● **WORK REQUIRED**:
Excluding images, repeat the data exactly as given.

● **ENTRIES SUPPLIED**:
+++

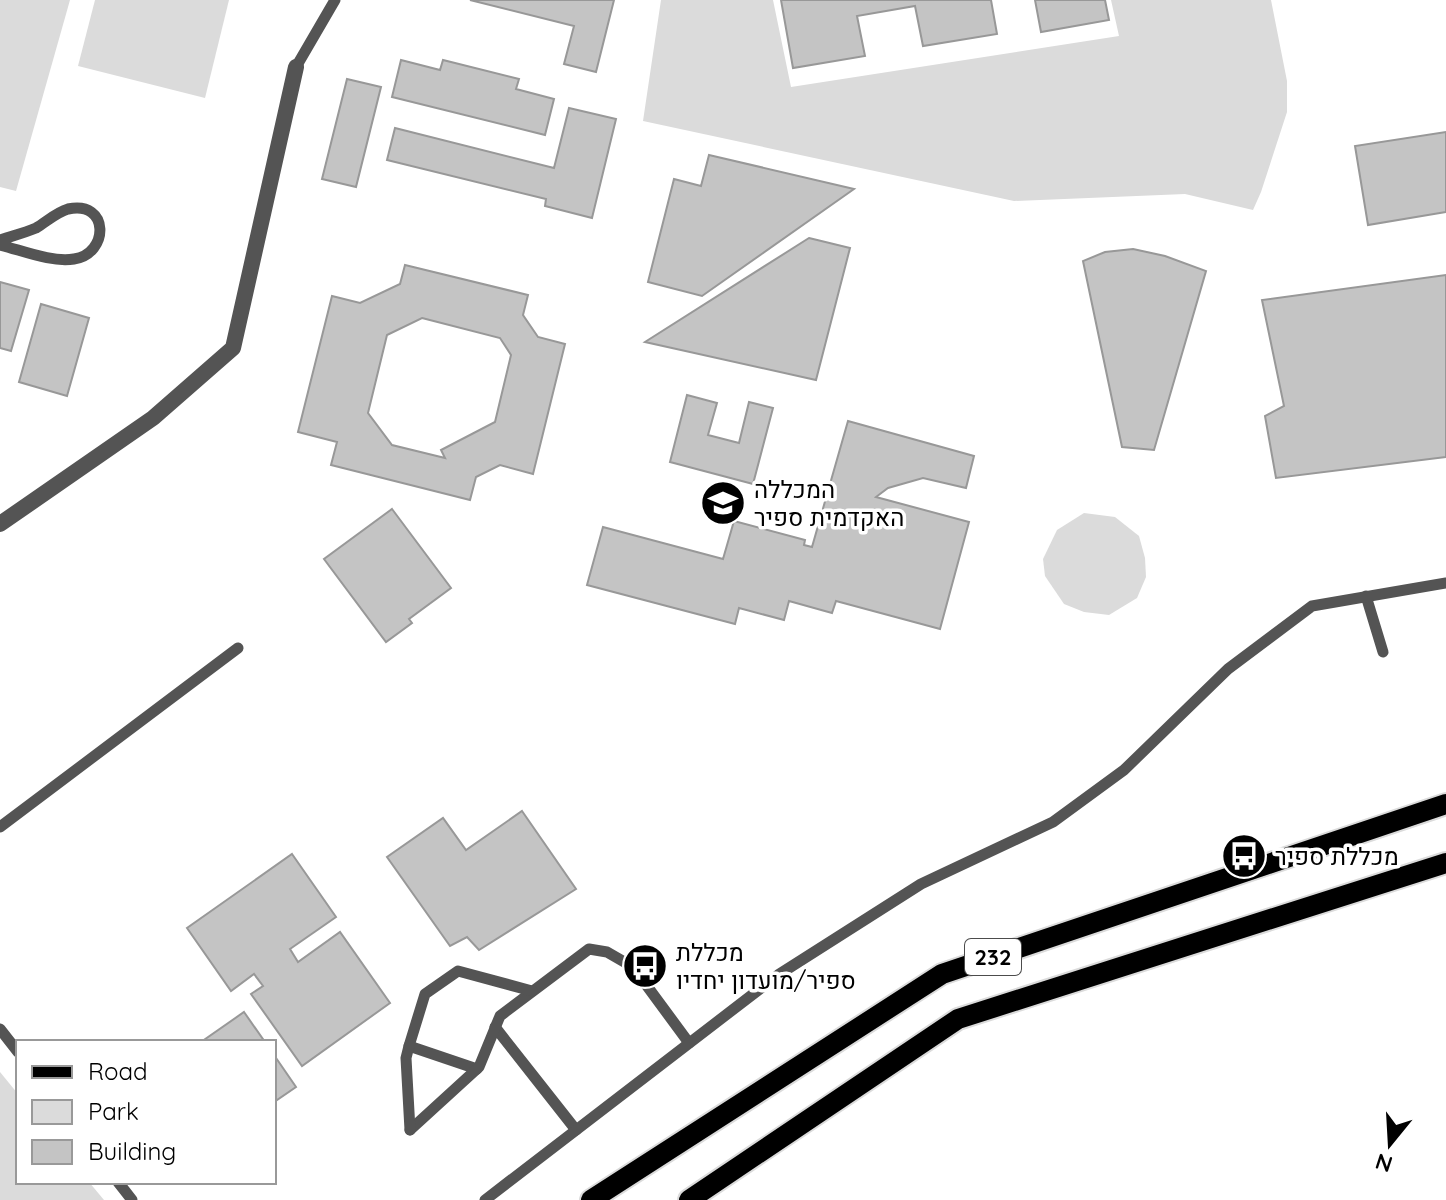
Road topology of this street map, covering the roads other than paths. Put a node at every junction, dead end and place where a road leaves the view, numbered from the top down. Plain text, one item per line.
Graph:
1 (335, 0) edge
2 (296, 67) joint
3 (0, 242) edge
4 (0, 524) edge
5 (1446, 583) edge
6 (1366, 596) junction
7 (238, 648) dead end
8 (1383, 652) dead end
9 (1444, 803) edge
10 (0, 827) edge
11 (1446, 863) edge
12 (532, 991) junction
13 (495, 1027) junction
14 (0, 1029) edge
15 (689, 1043) junction
16 (409, 1046) junction
17 (16, 1049) edge
18 (477, 1069) junction
19 (576, 1130) junction
20 (120, 1184) edge
21 (132, 1200) edge
22 (485, 1200) edge
23 (591, 1200) edge
24 (689, 1200) edge

1 - 2 lane
2 - 4 street
3 - 3 lane
5 - 6 lane
6 - 8 lane
6 - 15 lane
7 - 10 lane
9 - 23 main road, 232
11 - 24 main road, 232
12 - 13 lane
12 - 15 lane
12 - 16 lane
13 - 18 lane
13 - 19 lane
14 - 17 lane
15 - 19 lane
16 - 18 lane
16 - 18 lane
19 - 22 lane
20 - 21 lane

+++

● **ANSWER AREA**:
Road topology of this street map, covering the roads other than paths. Put a node at every junction, dead end and place where a road leaves the view, numbered from the top down. Plain text, one item per line.
Graph:
1 (335, 0) edge
2 (296, 67) joint
3 (0, 242) edge
4 (0, 524) edge
5 (1446, 583) edge
6 (1366, 596) junction
7 (238, 648) dead end
8 (1383, 652) dead end
9 (1444, 803) edge
10 (0, 827) edge
11 (1446, 863) edge
12 (532, 991) junction
13 (495, 1027) junction
14 (0, 1029) edge
15 (689, 1043) junction
16 (409, 1046) junction
17 (16, 1049) edge
18 (477, 1069) junction
19 (576, 1130) junction
20 (120, 1184) edge
21 (132, 1200) edge
22 (485, 1200) edge
23 (591, 1200) edge
24 (689, 1200) edge

1 - 2 lane
2 - 4 street
3 - 3 lane
5 - 6 lane
6 - 8 lane
6 - 15 lane
7 - 10 lane
9 - 23 main road, 232
11 - 24 main road, 232
12 - 13 lane
12 - 15 lane
12 - 16 lane
13 - 18 lane
13 - 19 lane
14 - 17 lane
15 - 19 lane
16 - 18 lane
16 - 18 lane
19 - 22 lane
20 - 21 lane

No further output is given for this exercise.